The Energy Sciences Network, or ESnet: ESnet, is a high-speed network serving thousands of Department of Energy researchers and collaborators worldwide. Managed and operated by the ESnet staff at Lawrence Berkeley National Laboratory, ESnet provides direct connections to more than 30 DOE sites at speeds up to 622 megabits per second.

Turbulent flow in three dimensions: By its very nature, turbulence is a constantly changing problem involving complex flows. Although fluid flow and resulting turbulence are central to many scientific and engineering problems, such as building more efficient and less polluting internal combustion engines, it's a field that is difficult to understand and even harder to accurately simulate using a computer. In a parallel simulation of a three-dimensional turbulent fluid jet, the Center for Computational Sciences and Engineering at Lawrence Berkeley National Laboratory demonstrates one method of solving a hyperbolic computational physics problem.

Subsurface flow modeling: From groundwater contamination to increasing the flow from oil and natural gas fields, understanding the movement of liquids and gases in the subsurface is essential - and computer simulations give scientists insight into otherwise inaccessible regions.
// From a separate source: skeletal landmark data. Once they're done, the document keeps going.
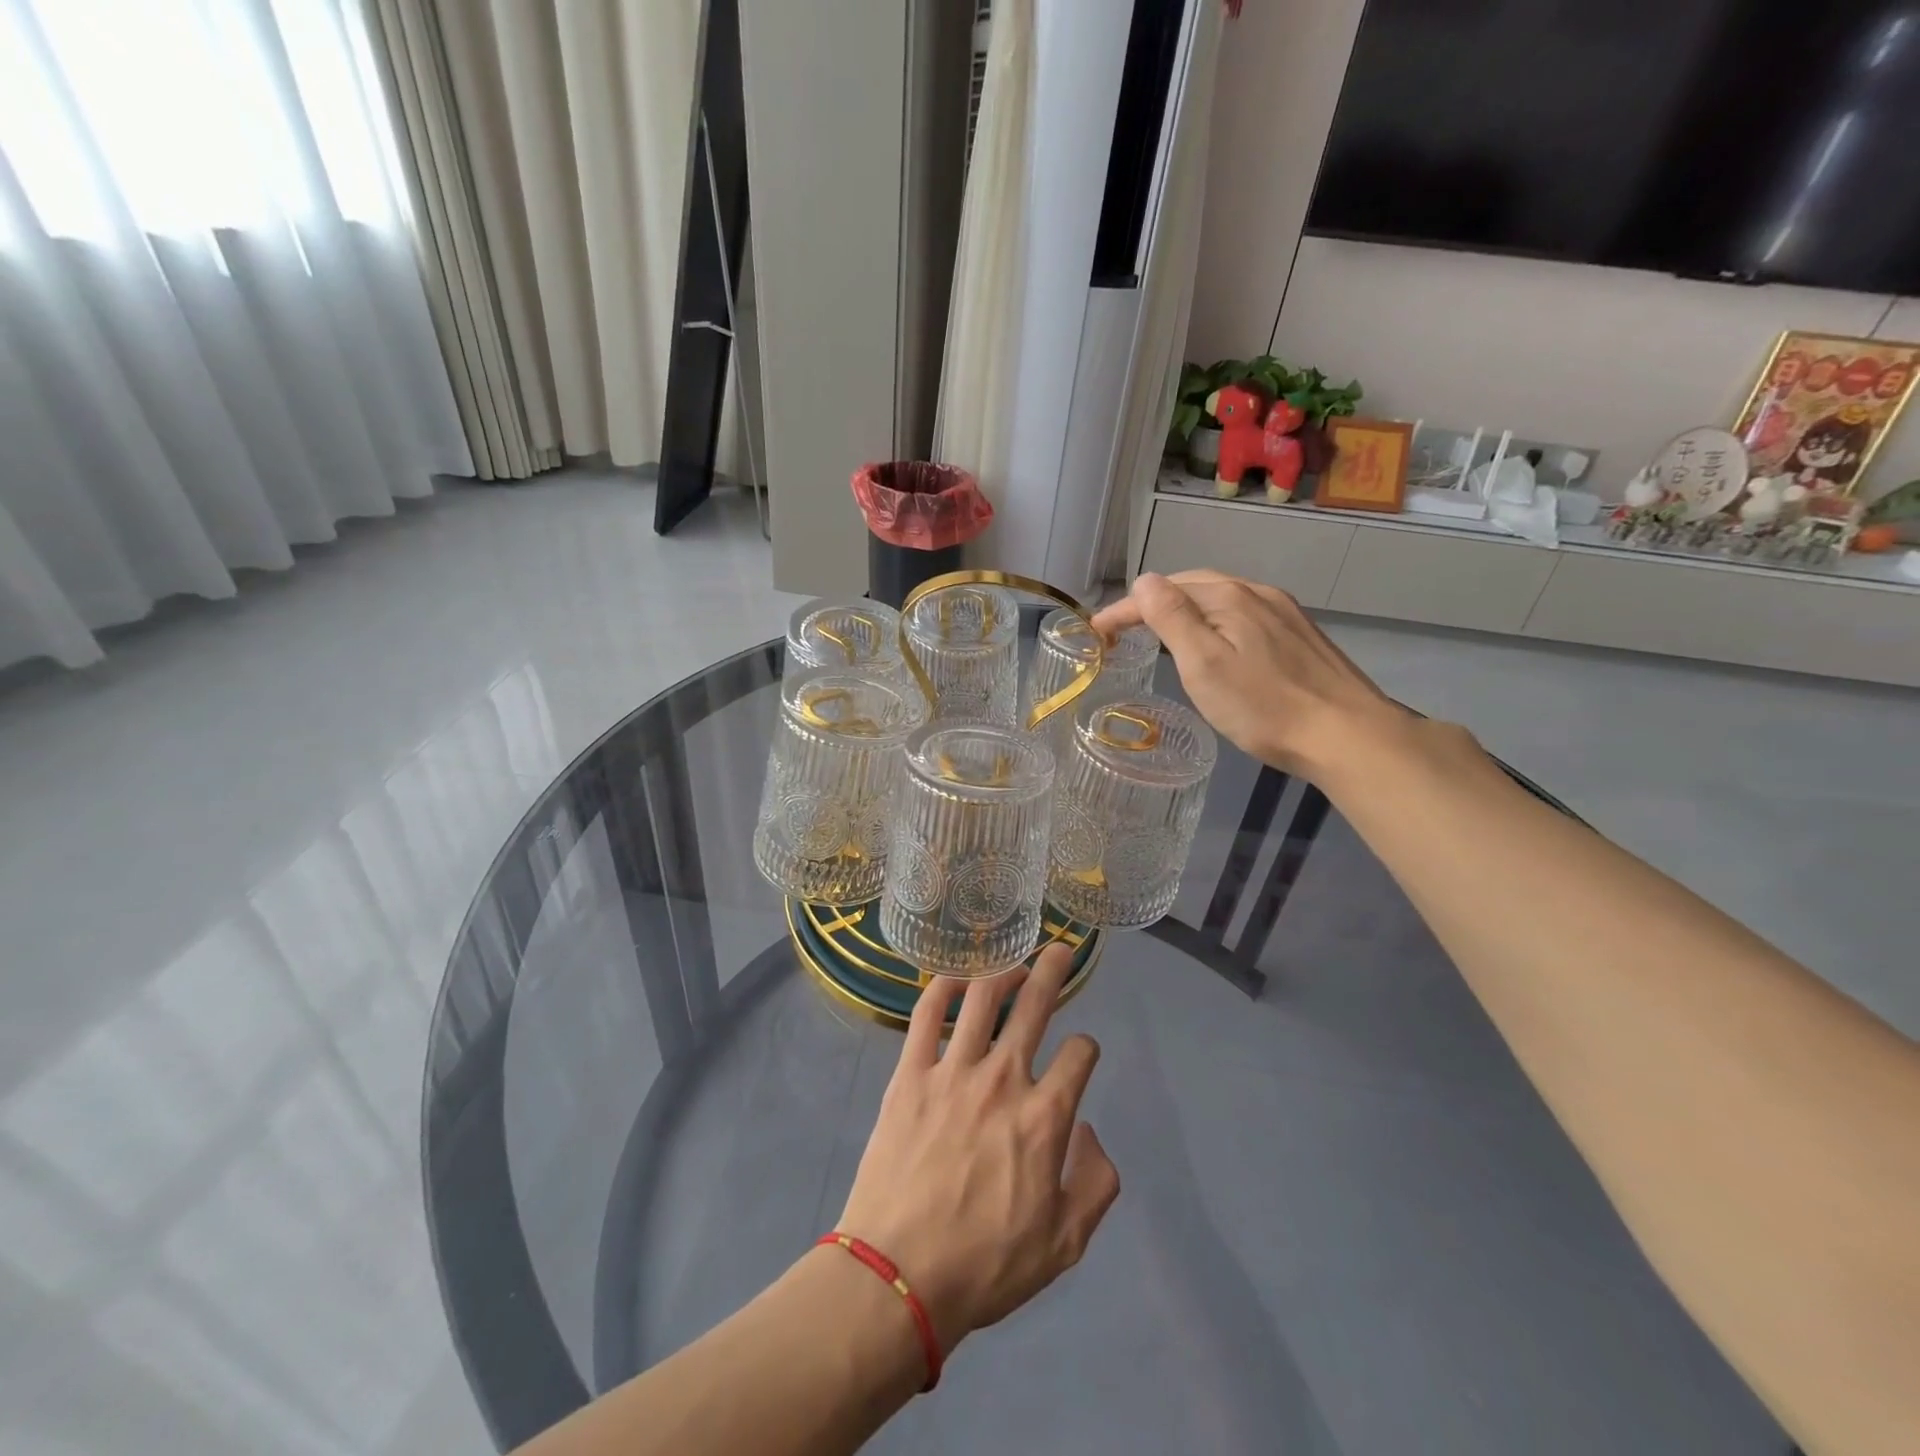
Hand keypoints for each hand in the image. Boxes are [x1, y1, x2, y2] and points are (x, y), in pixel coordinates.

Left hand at [835, 943, 1119, 1356]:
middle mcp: (1003, 1080)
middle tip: (1061, 949)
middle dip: (1054, 972)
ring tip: (1014, 962)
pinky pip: (927, 1015)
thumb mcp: (1064, 1245)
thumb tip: (1089, 1129)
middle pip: (1036, 1006)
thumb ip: (1095, 1183)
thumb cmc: (985, 1266)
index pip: (1080, 1055)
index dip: (1087, 1048)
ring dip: (1004, 971)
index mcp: (1045, 1118)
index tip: (1082, 1056)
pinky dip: (943, 988)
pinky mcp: (910, 1074)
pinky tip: (955, 979)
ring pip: (984, 999)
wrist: (897, 1277)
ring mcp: (953, 1071)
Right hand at [1092, 570, 1406, 778]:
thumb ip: (1172, 619)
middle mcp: (1257, 593)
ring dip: (1186, 608)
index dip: (1125, 609)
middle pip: (1194, 586)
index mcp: (1229, 598)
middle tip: (1125, 629)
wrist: (1347, 735)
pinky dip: (1214, 619)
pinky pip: (1244, 613)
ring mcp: (1284, 612)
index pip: (1163, 592)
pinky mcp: (1300, 635)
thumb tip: (1145, 581)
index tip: (1095, 631)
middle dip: (1154, 602)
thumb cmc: (1263, 706)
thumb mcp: (1204, 665)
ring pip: (1222, 598)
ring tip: (1162, 631)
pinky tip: (1216, 642)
In the Earth Sciences Division at Lawrence Berkeley National Laboratory, earth scientists have developed a code for simulating multiphase flow and transport processes in fractured-porous media. Called TOUGH2, the code can model one-, two- and three dimensional flows of multiple phases, such as gas, aqueous liquids and oil, and multiple components, such as water, air, organics and radionuclides.

Finally, Saul Perlmutter, leader of the international Supernova Cosmology Project and a member of the Center for Particle Astrophysics based at Berkeley Lab, will be an invited speaker at SC98. In his talk, "Supercomputing and the Fate of the Universe," Perlmutter will discuss how he used computer simulations to confirm conclusions from observing supernovae that the universe will continue to expand, rather than eventually collapse, as some scientists have predicted.